* [Stored data]
*****
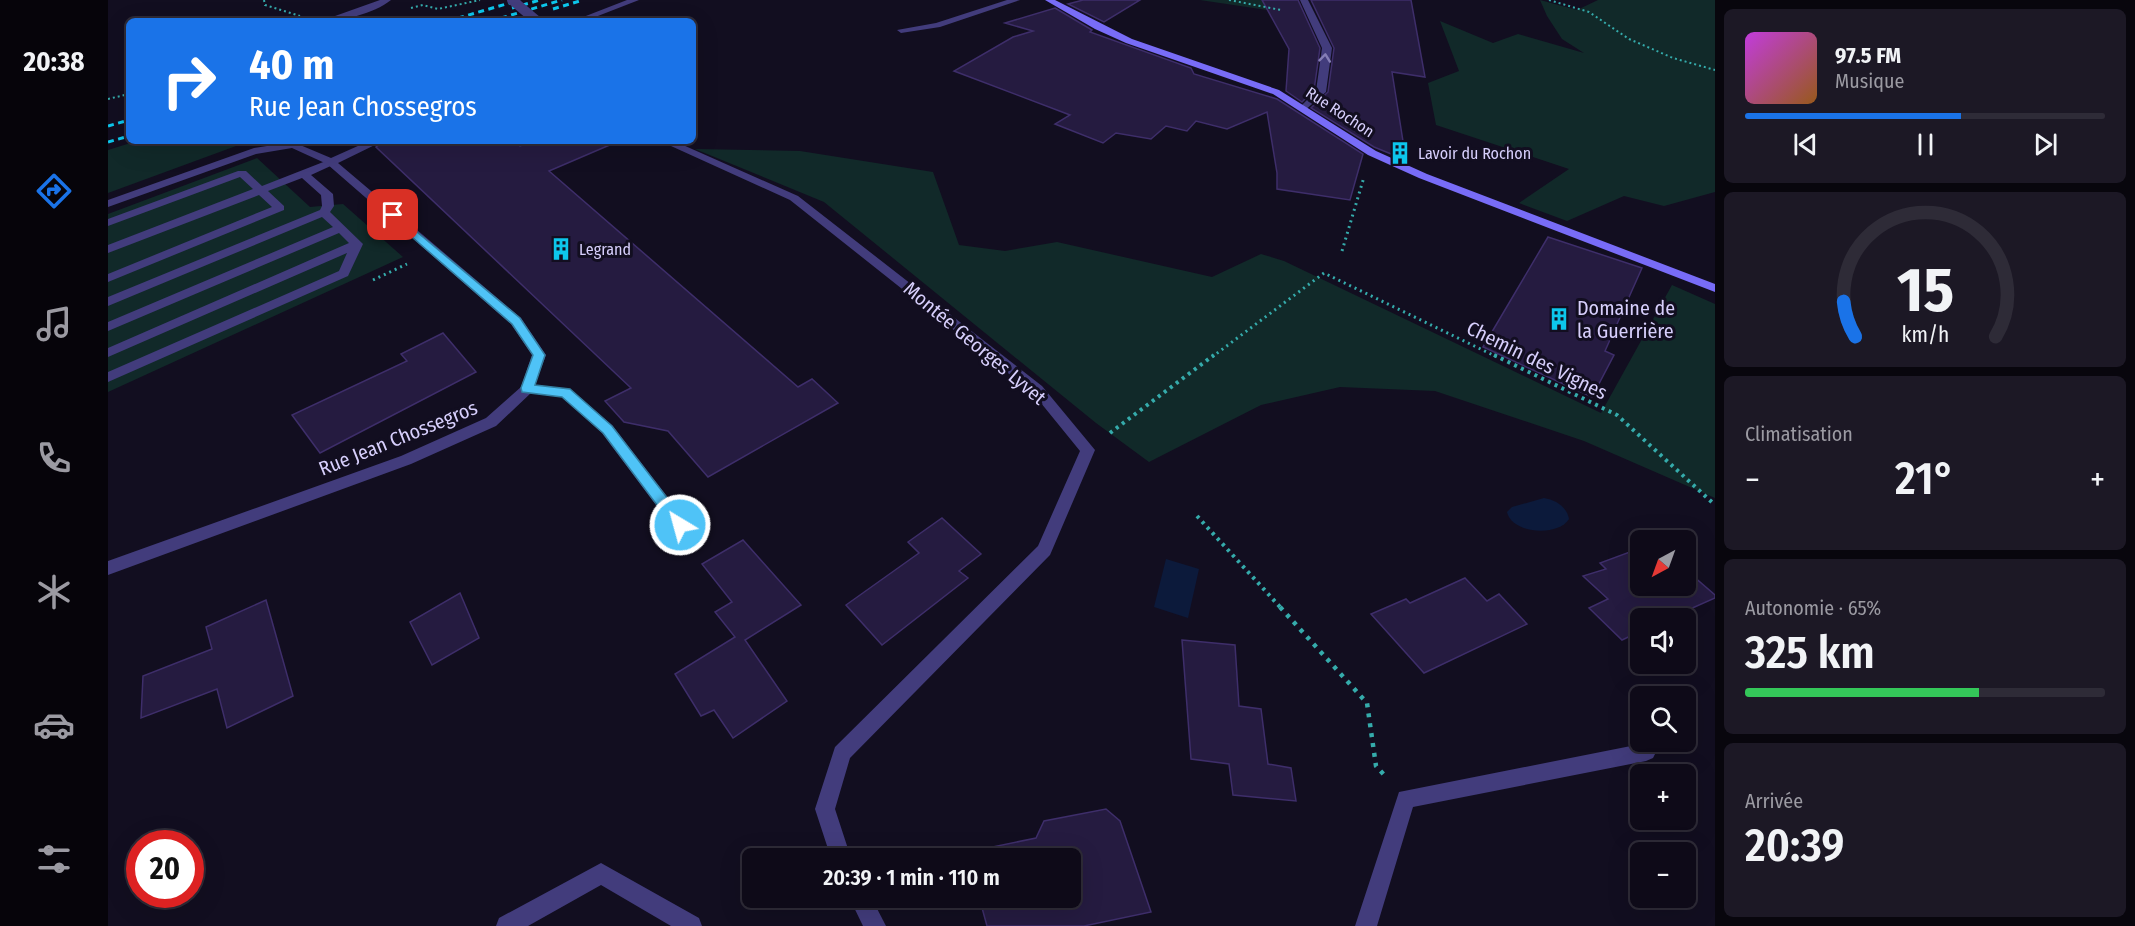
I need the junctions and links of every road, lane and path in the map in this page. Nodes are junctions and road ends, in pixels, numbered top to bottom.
1 (264, 0) edge
2 (387, 0) edge
3 (480, 0) edge
4 (512, 0) edge
5 (635, 0) edge
6 (1016, 0) edge
7 (1049, 0) edge
8 (1229, 0) edge
9 (1304, 0) edge
10 (1549, 0) edge
11 (403, 10) dead end
12 (1312, 15) junction
13 (305, 18) dead end
14 (336, 18) edge
15 (533, 18) edge
16 (584, 18) edge
17 (901, 30) dead end
18 (1715, 70) edge
19 (126, 95) edge
20 (108, 99) edge
21 (1304, 108) junction
22 (371, 144) edge
23 (672, 144) edge
24 (1372, 153) junction
25 (331, 162) junction
26 (303, 174) junction
27 (261, 190) junction
28 (108, 204) edge
29 (139, 211) junction
30 (324, 212) junction
31 (108, 223) edge
32 (340, 228) junction
33 (162, 242) junction
34 (357, 244) junction
35 (108, 249) edge
36 (1342, 251) dead end
37 (108, 278) edge
38 (1715, 288) edge
39 (108, 302) edge
40 (108, 327) edge
41 (108, 353) edge
42 (108, 377) edge
43 (527, 388) junction
44 (1088, 450) junction
45 (1715, 505) edge
46 (1197, 516) dead end
47 (680, 525) dead end
48 (108, 568) edge
49 (1646, 752) dead end
50 (1406, 799) junction
51 (838, 848) edge
52 (866, 908) edge
53 (507, 926) edge
54 (691, 926) edge
55 (875, 926) edge
56 (1366, 926) edge

1 - 13 path
2 - 14 street
3 - 11 path
4 - 15 street, bridge
5 - 16 street
6 - 17 street
7 - 21 street, Rue Rochon
8 - 12 path
9 - 12 street
10 - 18 path
21 -> 12 street
19 - 20 path
21 - 24 street, Rue Rochon
22 - 25 street
23 - 44 street, Montée Georges Lyvet
24 - 36 path
24 - 38 street, Rue Rochon
25 - 26 street
25 - 28 street
25 - 43 street, Rue Jean Chossegros
26 - 27 street
26 - 30 street
27 - 29 street
27 - 33 street
27 - 33 street
29 - 31 street
29 - 33 street
30 - 32 street
30 - 39 street
32 - 34 street
32 - 40 street
33 - 35 street
33 - 37 street
34 - 41 street
34 - 42 street
43 - 47 street
43 - 48 street, Rue Jean Chossegros
44 - 45 path, Chemin des Vignes
44 - 51 street
46 - 50 path
49 - 50 street
50 - 56 street
52 - 55 street
53 - 54 street

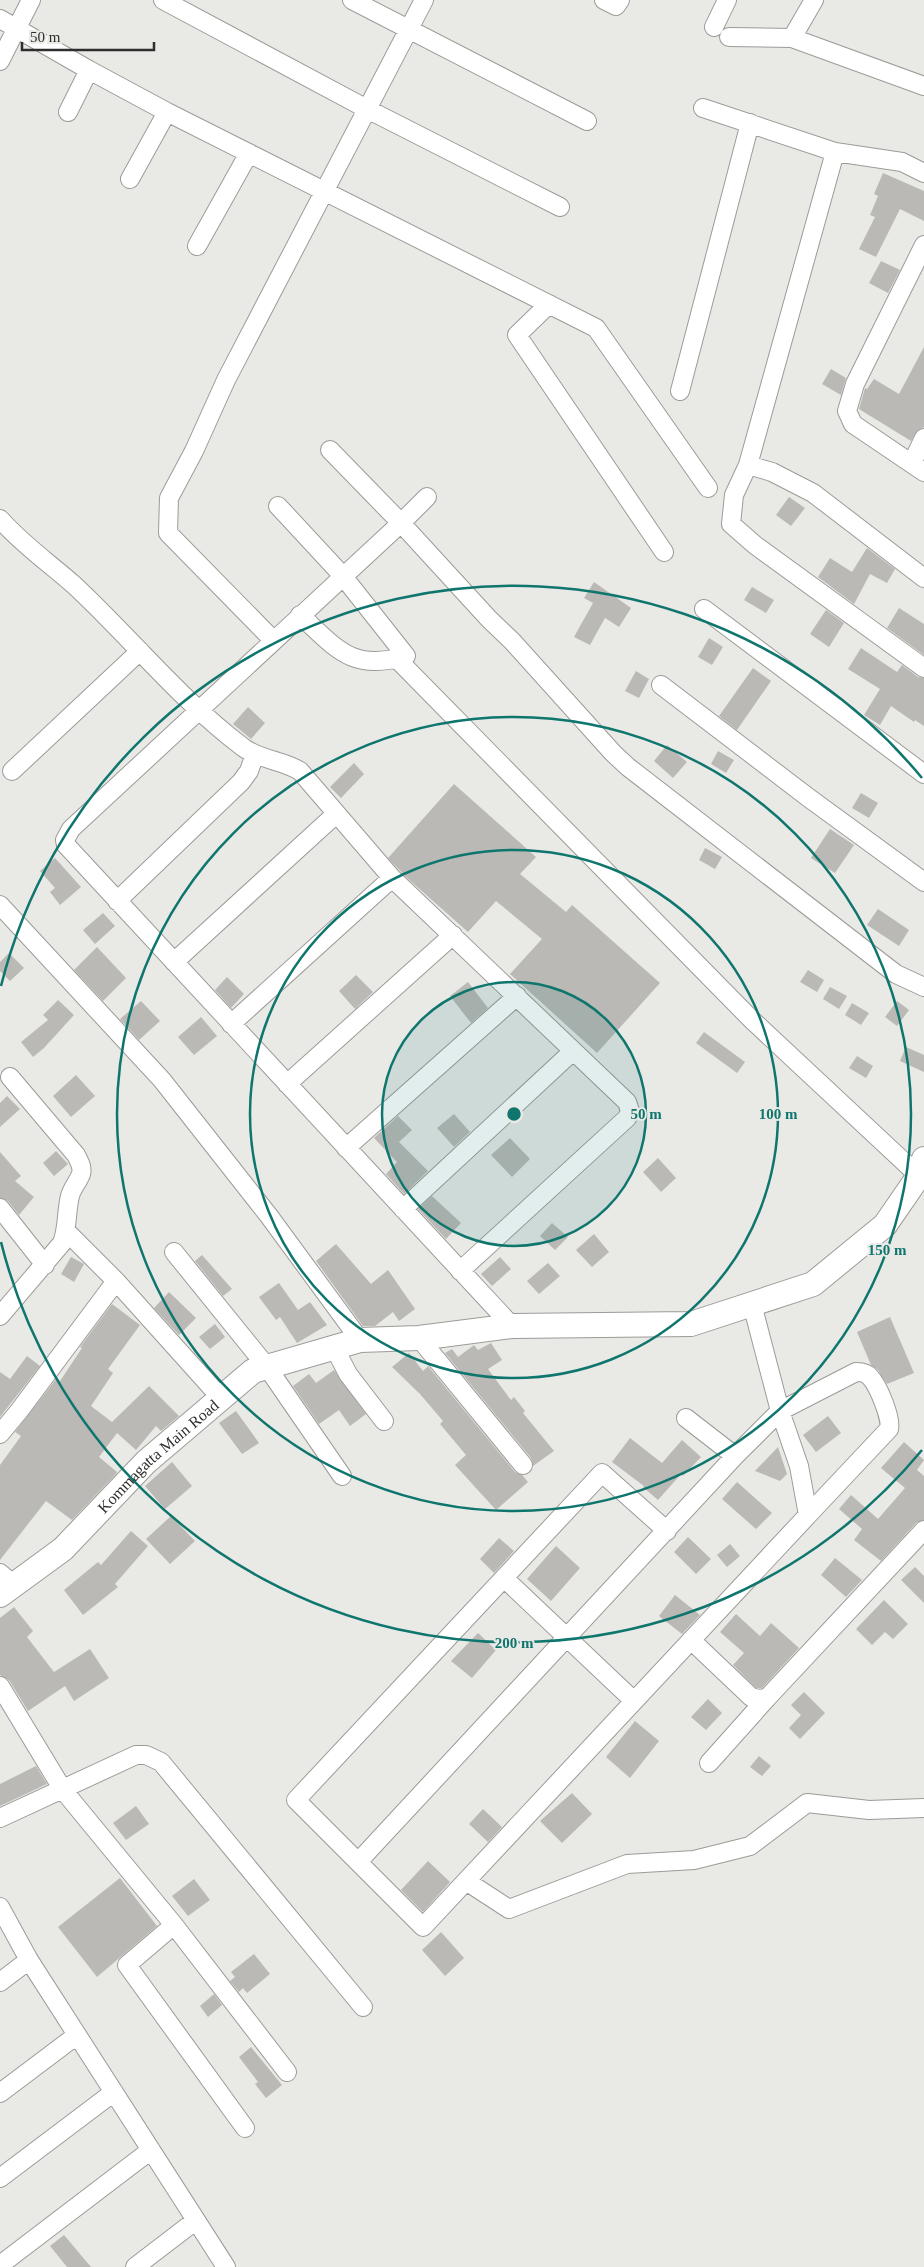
*****
* [Exercise]
Where a line in the data contains the string "dead", add it to your count, and give only the final number.

* [Your solution]
7